* **WORK REQUIRED**
Across the entries below, how many lines include "dead"? Give the number and nothing else.

* **SUPPLIED MATERIAL**

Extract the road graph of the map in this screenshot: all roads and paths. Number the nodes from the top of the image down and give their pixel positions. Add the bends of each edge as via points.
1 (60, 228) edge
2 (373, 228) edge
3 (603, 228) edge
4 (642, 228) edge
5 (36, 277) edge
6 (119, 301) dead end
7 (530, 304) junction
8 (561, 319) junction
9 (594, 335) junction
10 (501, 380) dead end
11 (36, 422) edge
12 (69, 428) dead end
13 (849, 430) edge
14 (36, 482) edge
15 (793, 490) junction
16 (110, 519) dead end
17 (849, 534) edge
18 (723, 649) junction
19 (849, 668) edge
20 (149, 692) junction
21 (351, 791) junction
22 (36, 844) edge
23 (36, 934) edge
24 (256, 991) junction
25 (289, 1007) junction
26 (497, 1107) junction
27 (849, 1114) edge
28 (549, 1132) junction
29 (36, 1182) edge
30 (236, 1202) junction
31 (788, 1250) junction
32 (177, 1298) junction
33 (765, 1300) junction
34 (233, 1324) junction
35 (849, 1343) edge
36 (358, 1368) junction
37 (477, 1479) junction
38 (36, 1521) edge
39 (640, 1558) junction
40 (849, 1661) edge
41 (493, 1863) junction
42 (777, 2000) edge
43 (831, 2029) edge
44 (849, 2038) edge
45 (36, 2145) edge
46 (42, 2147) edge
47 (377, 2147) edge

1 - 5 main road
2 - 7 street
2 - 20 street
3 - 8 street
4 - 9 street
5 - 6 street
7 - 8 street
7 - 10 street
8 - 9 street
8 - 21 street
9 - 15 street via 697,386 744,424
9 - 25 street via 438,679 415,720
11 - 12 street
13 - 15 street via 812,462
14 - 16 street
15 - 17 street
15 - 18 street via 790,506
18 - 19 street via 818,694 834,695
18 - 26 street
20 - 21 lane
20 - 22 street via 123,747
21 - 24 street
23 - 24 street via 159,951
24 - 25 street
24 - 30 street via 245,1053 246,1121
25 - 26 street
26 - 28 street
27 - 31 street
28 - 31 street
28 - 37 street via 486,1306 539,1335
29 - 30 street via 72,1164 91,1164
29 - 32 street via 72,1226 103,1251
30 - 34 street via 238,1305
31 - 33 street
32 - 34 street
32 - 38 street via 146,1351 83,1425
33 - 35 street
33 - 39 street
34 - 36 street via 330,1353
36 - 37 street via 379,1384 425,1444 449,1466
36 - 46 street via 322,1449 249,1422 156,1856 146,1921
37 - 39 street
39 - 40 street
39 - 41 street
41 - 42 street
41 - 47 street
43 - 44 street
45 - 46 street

* **SOLUTION TO THIS EXERCISE**
4